O juiz federal Odilon de Oliveira, conhecido pelos seus feitos contra o mundo do crime, fez um balanço sobre a atual situação de fronteira do estado de Mato Grosso do Sul. Com a morte do empresário Jorge Rafaat Toumani, 56 anos, acusado de ser o maior narcotraficante do Paraguai, o clima de terror e guerra se instalou na região de fronteira com Ponta Porã e o magistrado tem conhecimento de causa para se manifestar e colaborar.

O crime ocorreu na noite de quarta-feira (15), na rua Teniente Herreo no centro da cidade de Pedro Juan Caballero, no Paraguai. Rafaat foi atacado por armamentos antiaéreos pesados, quando estava em seu carro blindado e sofreu uma emboscada com centenas de atiradores. Além dele, outras pessoas ficaram feridas e alguns suspeitos já foram capturados.

Uma das hipóteses mais cotadas é que o crime tenha ligação com o PCC (Primeiro Comando da Capital). Apesar de nenhuma informação ser confirmada, o juiz Odilon acredita que o motivo da execução seja a rivalidade de Rafaat com o Primeiro Comando, exatamente devido à atividade criminosa com drogas.

“Há registros que Jarvis Chimenes Pavão é integrante do PCC, sua participação é cogitada porque ele poderia entrar em conflito para o PCC dominar a região, por causa da facilidade de acesso às drogas e armas.

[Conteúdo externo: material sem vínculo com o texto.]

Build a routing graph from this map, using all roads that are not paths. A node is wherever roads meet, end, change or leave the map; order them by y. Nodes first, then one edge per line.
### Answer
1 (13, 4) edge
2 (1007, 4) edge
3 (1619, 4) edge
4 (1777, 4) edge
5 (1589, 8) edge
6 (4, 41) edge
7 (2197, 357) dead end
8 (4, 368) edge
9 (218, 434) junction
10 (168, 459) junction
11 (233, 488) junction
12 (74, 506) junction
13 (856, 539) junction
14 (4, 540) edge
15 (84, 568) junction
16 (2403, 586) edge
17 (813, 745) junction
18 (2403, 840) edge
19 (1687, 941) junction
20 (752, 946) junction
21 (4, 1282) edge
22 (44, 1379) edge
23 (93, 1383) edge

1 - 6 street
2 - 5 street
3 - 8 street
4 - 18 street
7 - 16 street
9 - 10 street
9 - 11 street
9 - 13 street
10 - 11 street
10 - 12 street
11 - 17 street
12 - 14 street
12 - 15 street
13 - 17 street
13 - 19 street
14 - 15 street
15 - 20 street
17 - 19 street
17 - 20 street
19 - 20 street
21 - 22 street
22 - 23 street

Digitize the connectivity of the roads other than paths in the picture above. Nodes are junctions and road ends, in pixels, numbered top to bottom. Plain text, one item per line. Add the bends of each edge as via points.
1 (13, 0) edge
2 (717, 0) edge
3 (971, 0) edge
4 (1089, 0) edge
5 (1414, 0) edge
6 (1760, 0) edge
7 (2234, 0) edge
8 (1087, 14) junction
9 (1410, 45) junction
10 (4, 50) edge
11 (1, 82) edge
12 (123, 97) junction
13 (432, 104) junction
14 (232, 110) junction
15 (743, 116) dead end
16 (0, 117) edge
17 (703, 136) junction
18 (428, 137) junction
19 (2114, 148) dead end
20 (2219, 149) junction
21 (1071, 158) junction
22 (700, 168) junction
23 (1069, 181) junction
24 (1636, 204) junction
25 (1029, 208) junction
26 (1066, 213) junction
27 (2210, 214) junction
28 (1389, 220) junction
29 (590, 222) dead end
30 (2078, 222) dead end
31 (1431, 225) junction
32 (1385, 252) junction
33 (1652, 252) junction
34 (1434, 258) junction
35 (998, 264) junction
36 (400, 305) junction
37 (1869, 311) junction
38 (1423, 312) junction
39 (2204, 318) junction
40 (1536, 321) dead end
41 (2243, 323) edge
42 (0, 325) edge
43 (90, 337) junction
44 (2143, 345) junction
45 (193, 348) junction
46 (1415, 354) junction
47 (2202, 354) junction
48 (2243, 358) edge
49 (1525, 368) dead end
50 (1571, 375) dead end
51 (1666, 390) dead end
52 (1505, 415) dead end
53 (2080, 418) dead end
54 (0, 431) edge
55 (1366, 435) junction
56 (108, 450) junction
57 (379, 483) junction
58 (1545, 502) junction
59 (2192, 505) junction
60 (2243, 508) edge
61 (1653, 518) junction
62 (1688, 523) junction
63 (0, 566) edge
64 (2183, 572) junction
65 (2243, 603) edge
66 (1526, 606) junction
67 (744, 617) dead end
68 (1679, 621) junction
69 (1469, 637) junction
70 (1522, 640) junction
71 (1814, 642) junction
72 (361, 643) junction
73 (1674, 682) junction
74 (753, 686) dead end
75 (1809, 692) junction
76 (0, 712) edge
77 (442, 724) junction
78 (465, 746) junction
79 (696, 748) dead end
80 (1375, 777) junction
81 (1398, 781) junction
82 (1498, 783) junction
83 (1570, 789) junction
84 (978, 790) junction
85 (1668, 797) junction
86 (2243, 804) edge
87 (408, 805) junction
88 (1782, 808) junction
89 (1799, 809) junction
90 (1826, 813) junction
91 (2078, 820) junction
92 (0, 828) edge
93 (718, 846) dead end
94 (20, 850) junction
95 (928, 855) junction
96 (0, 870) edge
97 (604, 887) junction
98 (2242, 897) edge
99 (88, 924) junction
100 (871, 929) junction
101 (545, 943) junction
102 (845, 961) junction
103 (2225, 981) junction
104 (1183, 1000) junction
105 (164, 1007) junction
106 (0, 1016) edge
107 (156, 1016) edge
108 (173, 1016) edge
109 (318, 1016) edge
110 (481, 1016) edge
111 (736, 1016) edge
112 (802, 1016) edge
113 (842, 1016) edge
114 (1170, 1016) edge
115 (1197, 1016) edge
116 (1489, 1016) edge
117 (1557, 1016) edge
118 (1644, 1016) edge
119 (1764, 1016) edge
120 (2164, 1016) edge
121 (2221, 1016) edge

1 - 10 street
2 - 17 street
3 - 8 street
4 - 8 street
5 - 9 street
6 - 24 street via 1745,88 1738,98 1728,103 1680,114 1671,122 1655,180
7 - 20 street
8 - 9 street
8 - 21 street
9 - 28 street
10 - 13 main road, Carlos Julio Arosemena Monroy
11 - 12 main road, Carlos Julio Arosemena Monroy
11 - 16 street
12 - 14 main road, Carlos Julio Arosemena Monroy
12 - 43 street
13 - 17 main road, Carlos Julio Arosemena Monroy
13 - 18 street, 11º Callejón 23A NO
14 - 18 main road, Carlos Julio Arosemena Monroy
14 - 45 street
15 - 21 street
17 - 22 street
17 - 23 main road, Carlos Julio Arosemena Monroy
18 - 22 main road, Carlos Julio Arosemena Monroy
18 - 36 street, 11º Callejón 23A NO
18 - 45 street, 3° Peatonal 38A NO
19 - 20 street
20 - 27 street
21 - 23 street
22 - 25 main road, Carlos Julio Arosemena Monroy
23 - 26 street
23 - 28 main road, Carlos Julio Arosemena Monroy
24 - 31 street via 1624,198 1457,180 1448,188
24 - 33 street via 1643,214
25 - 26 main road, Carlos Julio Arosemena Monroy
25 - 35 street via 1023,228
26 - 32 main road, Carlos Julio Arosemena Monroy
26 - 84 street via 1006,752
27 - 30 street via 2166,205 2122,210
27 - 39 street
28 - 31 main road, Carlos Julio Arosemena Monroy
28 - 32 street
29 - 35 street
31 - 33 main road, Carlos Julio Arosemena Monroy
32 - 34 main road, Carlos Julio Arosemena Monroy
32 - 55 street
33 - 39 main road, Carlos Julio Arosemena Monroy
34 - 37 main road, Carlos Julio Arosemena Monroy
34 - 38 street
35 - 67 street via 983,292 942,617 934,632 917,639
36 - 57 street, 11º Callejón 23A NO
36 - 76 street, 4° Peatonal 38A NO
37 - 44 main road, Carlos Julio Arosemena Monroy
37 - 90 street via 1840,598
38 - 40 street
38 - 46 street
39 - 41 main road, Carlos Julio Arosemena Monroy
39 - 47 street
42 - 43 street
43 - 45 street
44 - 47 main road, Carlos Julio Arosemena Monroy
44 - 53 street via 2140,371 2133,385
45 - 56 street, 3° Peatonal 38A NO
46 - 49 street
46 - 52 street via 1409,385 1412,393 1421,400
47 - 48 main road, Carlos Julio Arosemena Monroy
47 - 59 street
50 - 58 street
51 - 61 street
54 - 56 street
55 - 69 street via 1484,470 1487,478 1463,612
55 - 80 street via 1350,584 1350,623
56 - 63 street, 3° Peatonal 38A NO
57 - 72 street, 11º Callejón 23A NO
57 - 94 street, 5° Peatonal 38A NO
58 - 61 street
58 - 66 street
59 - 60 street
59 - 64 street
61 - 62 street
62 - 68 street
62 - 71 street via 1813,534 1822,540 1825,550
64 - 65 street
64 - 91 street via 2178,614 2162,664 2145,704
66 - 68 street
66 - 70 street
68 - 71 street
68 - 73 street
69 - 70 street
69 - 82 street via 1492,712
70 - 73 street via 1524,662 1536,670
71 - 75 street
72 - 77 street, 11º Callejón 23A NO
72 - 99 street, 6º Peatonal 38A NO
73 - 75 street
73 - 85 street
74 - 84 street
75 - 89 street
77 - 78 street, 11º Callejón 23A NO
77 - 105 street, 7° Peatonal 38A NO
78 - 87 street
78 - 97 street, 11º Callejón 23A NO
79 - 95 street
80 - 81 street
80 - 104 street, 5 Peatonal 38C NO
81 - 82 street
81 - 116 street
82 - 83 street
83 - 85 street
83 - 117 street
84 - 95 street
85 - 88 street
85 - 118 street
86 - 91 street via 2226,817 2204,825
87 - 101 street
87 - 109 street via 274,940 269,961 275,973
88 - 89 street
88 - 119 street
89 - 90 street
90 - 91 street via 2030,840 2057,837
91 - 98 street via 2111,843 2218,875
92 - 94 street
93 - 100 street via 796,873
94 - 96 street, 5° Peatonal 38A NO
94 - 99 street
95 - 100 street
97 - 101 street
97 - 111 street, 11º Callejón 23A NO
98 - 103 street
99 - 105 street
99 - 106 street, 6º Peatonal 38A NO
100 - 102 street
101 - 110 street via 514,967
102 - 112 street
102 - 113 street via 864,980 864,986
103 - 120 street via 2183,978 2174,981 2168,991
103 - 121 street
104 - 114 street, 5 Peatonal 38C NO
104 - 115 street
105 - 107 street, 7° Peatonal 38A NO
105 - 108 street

O Primeiro Comando atua há 15 anos no Paraguai, eles são bem estruturados, negociam armas compram drogas. Por isso é difícil fazer uma recomendação à população”, explicou o juiz.
 
Foto: Geovanni Gomes/Arquivo

O perigo é que a região se tornou um “barril de pólvora” prestes a explodir, a qualquer momento. “Levará tempo para a situação da fronteira se acalmar. Diante dos riscos, a população em geral não deve se vincular em nenhum lado do conflito. Deve ficar neutra e exigir das autoridades repressão firme contra o narcotráfico, além de denunciar anonimamente os traficantes que estão agindo na região brasileira e paraguaia”, afirmou Odilon.

Segurança Pública
Odilon explicou que o que mais desmotiva a área de segurança pública e dificulta o fim dos atentados é a falta de estrutura das policias e legislação penal fraca. “É difícil prever os próximos capítulos. Enquanto houver drogas e tráfico de armas não há como mensurar. O Brasil tem que cuidar da fronteira, o exército tem que atuar mais. Só que é preciso de dinheiro, remuneração adicional para cobertura de fronteira, já que as famílias dos agentes de segurança pública também ficam em risco”.

Oliveira salientou a importância de aumentar o efetivo da Polícia Federal ou colocar o Exército em ação.  “Além das operações normais como Ágata, deveria ter atuação militar permanente ou a Polícia Federal deve tomar conta da fronteira, aumentar o quantitativo em três vezes”, avaliou Odilon, ao destacar que a briga pelo território deve continuar.

“Os bandidos não vão invadir o território brasileiro, eles querem a droga do Paraguai, aqui é só mercado consumidor. Mas o Brasil tem que ajudar para não virar terra sem lei, com crimes sem soluções. Tem que ter patrulhamento nas fronteiras, inibir carregamento de arma e cocaína. Operação na fronteira do Exército frequente. Tem que aproximar o Brasil do Paraguai para combater em conjunto, reforçando o policiamento”, concluiu.